- Goal of the exercise
Locate the line that contains "static void picture(SkCanvas*" in the entries below, then repeat it and every following line through the line that contains "paint.setAntiAlias(true);", exactly, and no others.

(Excerpts from a dataset)
____
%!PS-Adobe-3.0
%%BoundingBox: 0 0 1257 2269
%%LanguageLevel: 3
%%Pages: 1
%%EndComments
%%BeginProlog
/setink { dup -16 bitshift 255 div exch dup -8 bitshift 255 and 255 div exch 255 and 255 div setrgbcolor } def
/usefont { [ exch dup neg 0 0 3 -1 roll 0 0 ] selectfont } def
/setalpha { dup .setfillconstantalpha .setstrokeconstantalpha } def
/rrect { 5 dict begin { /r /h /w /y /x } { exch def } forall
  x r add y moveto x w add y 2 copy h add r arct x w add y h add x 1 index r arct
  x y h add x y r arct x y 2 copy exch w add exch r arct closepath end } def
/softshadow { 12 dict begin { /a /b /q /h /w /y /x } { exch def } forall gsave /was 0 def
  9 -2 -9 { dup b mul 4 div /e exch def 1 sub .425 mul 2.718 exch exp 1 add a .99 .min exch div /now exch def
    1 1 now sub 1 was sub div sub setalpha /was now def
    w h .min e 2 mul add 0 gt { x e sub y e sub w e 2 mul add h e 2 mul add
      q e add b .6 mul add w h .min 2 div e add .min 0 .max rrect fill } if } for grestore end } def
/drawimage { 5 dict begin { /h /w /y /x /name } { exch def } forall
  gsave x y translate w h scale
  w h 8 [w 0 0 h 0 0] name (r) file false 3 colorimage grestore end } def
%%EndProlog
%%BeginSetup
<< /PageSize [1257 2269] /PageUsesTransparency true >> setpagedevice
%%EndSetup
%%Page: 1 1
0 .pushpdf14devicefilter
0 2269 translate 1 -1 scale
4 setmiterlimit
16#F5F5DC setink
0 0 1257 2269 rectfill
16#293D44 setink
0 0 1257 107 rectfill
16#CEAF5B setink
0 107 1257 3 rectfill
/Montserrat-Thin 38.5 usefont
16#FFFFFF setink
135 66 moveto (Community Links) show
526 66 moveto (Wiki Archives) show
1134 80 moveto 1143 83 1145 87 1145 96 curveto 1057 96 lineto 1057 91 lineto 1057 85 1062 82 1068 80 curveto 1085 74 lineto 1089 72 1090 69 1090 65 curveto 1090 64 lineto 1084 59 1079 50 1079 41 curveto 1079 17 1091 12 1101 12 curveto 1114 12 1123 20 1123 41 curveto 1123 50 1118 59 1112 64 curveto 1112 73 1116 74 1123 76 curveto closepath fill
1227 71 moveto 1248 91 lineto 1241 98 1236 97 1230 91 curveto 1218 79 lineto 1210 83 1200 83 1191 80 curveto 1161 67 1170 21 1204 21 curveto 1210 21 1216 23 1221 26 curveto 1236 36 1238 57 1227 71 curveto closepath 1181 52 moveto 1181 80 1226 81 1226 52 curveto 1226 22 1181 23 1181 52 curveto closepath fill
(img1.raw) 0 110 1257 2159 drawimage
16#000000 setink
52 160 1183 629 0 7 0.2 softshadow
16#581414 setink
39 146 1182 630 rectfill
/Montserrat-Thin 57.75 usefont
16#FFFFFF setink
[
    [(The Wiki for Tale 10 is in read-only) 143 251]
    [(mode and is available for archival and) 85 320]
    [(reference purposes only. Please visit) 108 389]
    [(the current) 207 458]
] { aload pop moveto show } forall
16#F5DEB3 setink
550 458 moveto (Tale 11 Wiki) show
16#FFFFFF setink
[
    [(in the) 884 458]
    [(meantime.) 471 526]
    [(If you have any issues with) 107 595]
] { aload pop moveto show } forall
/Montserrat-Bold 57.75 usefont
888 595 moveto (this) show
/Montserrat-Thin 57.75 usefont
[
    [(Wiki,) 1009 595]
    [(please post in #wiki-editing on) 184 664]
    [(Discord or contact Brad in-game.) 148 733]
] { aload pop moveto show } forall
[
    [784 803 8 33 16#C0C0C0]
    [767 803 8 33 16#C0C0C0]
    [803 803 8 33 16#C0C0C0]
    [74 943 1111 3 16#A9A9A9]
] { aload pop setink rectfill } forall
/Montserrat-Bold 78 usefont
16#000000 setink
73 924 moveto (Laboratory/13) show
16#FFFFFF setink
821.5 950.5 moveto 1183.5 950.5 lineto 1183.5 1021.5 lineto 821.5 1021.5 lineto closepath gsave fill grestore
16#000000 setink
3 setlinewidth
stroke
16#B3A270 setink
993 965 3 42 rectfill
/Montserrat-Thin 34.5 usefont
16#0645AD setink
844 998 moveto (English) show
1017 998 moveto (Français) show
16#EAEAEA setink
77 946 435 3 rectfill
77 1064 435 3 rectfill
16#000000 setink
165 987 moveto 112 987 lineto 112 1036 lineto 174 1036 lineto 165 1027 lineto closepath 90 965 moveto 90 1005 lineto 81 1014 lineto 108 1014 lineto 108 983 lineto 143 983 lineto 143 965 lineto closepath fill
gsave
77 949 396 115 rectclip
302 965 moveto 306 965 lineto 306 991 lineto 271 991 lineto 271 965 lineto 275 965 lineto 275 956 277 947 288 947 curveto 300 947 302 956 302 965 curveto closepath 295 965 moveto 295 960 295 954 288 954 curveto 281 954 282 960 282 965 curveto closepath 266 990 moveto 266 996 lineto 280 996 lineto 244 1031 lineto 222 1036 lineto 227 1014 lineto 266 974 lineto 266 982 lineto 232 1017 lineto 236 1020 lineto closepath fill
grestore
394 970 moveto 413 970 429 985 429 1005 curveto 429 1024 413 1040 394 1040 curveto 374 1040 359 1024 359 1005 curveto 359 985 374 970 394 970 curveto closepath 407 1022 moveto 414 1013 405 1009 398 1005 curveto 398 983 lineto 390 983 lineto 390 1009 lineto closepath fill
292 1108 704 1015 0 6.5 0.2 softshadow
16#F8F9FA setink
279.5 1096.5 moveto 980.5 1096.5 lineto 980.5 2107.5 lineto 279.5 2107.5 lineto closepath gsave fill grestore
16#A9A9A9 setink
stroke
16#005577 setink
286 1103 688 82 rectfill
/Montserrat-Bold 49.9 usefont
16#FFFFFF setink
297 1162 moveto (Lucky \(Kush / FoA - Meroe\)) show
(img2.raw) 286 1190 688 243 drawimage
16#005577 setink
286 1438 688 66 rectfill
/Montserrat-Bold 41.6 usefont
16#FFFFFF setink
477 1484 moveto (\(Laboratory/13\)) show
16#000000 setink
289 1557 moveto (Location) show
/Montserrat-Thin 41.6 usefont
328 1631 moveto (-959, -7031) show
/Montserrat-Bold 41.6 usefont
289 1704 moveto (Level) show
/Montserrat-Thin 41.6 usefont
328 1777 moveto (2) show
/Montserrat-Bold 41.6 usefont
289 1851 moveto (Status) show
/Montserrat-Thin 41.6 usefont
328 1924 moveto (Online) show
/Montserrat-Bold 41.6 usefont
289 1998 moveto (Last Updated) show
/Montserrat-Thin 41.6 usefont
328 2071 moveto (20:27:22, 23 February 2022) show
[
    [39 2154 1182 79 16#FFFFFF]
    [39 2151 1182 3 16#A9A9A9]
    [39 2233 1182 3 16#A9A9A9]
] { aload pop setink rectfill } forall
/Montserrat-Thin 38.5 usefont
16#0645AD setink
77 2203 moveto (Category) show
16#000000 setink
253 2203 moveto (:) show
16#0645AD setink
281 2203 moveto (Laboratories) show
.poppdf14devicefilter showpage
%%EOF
____
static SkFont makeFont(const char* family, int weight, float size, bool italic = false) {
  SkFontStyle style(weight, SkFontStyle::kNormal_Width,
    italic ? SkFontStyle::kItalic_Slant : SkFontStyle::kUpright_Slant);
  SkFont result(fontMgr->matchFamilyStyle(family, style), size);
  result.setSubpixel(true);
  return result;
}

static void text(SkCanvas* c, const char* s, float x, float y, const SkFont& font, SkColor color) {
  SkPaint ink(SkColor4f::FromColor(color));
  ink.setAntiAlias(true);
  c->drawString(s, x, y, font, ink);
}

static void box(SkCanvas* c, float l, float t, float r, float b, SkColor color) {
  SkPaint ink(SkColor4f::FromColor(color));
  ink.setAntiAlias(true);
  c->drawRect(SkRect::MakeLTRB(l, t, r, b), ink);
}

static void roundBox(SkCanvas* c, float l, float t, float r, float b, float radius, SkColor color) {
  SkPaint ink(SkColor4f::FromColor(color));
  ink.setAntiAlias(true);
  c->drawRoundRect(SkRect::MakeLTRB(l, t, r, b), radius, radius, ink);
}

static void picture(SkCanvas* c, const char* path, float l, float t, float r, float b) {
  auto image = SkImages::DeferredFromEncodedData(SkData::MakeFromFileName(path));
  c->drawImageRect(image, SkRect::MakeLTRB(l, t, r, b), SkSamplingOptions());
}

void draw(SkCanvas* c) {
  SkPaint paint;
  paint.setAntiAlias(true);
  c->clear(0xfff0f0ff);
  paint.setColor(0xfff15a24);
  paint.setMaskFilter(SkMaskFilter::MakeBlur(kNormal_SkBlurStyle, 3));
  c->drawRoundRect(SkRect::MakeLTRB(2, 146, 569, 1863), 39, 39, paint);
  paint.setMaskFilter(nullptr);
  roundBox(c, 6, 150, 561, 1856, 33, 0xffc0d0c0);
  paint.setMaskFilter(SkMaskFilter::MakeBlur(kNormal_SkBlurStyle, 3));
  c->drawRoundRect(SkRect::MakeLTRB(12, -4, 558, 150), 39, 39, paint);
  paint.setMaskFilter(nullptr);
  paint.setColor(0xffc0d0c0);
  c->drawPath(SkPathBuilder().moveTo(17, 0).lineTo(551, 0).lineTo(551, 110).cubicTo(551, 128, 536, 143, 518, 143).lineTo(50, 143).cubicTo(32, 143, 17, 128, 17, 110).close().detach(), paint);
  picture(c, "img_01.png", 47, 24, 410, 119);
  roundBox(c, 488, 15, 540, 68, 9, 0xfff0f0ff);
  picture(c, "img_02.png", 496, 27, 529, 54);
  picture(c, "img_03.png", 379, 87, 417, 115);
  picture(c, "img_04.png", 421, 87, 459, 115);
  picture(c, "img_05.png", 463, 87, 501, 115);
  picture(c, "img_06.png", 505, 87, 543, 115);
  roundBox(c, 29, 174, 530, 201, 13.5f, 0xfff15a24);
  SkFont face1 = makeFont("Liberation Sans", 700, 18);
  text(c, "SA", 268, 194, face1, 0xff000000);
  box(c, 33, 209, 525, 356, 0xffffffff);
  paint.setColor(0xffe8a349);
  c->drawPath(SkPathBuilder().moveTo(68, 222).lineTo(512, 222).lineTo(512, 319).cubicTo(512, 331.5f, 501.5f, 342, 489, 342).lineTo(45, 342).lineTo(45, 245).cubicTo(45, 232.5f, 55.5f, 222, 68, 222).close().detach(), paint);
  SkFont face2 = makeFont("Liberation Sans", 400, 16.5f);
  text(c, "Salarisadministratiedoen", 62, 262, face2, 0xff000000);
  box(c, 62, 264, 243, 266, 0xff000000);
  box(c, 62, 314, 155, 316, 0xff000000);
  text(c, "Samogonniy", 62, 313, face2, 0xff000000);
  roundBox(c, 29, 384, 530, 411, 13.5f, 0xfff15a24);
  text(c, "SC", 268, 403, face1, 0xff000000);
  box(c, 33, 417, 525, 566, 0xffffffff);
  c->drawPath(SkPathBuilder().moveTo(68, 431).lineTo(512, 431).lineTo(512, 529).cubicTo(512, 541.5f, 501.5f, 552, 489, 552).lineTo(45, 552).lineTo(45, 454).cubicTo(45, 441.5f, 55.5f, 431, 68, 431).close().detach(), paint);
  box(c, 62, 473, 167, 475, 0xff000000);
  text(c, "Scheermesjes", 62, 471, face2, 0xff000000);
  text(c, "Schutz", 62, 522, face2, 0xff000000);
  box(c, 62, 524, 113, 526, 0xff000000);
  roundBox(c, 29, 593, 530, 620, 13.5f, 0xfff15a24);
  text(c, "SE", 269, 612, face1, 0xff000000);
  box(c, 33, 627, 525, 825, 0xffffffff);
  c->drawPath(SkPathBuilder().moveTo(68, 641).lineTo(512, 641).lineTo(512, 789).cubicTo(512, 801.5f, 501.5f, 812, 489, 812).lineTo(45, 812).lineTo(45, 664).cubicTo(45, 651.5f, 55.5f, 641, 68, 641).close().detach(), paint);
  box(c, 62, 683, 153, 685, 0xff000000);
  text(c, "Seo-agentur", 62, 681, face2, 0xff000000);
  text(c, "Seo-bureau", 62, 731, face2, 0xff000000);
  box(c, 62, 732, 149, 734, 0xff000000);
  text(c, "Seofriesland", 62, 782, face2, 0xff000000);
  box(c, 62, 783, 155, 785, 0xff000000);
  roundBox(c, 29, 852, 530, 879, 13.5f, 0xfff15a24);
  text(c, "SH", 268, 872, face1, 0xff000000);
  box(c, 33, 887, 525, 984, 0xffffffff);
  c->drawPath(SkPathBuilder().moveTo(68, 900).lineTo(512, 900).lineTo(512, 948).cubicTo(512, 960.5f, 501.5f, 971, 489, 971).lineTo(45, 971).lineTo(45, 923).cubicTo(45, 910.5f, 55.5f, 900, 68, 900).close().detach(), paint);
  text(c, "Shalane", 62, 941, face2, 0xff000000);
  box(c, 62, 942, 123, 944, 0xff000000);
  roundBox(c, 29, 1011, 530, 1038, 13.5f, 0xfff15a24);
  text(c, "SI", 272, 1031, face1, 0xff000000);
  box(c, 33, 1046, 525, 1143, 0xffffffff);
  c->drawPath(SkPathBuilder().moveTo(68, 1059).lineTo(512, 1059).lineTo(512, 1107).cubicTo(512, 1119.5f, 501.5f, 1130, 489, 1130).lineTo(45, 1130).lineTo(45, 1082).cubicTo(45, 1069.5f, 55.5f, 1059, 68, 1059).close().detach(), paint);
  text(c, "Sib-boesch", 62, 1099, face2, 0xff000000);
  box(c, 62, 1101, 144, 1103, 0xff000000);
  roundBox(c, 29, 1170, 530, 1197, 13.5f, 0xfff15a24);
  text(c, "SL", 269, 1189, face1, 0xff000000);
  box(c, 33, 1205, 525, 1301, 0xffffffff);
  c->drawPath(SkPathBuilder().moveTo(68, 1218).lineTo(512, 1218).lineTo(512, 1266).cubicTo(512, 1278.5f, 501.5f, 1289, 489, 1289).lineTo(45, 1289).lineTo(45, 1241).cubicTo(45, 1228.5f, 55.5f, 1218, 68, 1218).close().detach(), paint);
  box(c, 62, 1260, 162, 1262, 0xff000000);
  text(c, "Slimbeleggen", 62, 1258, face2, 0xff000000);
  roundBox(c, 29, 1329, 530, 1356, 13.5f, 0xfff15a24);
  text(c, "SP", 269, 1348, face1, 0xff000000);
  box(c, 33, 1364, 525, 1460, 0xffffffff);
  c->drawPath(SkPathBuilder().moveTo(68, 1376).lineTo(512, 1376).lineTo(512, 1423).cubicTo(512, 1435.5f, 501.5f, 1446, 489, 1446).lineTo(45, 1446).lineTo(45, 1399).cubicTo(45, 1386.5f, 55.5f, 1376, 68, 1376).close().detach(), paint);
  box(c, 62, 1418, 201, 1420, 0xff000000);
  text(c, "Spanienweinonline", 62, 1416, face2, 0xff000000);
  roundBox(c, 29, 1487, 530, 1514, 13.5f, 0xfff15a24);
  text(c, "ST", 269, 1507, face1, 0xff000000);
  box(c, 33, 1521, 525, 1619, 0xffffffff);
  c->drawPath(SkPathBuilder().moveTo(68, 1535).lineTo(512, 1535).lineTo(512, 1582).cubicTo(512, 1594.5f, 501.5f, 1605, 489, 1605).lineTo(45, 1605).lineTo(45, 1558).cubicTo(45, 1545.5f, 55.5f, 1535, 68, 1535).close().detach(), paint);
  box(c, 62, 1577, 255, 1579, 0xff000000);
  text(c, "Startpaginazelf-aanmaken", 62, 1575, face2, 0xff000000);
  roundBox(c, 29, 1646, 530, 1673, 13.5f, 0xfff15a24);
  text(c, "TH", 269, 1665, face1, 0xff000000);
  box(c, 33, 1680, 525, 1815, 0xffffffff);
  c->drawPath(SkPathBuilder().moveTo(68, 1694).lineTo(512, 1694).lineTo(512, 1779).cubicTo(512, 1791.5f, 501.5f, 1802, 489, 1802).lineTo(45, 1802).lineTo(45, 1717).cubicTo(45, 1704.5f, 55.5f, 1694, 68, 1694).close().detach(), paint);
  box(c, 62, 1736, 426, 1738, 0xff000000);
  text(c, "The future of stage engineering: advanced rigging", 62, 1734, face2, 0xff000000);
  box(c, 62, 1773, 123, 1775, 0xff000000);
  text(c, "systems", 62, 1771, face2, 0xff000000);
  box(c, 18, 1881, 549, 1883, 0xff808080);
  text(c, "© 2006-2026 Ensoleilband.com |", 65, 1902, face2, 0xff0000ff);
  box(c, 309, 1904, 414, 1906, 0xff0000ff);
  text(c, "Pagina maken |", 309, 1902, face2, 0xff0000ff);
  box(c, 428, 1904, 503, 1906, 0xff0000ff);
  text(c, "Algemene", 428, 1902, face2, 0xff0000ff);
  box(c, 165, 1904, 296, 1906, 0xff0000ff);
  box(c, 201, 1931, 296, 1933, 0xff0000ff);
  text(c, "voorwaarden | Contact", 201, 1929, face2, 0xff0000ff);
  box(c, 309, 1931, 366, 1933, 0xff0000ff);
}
____
- Answer box
static void picture(SkCanvas* c, const char* path, float l, float t, float r, float b) {
  auto image = SkImages::DeferredFromEncodedData(SkData::MakeFromFileName(path));
  c->drawImageRect(image, SkRect::MakeLTRB(l, t, r, b), SkSamplingOptions());
}

void draw(SkCanvas* c) {
  SkPaint paint;
  paint.setAntiAlias(true);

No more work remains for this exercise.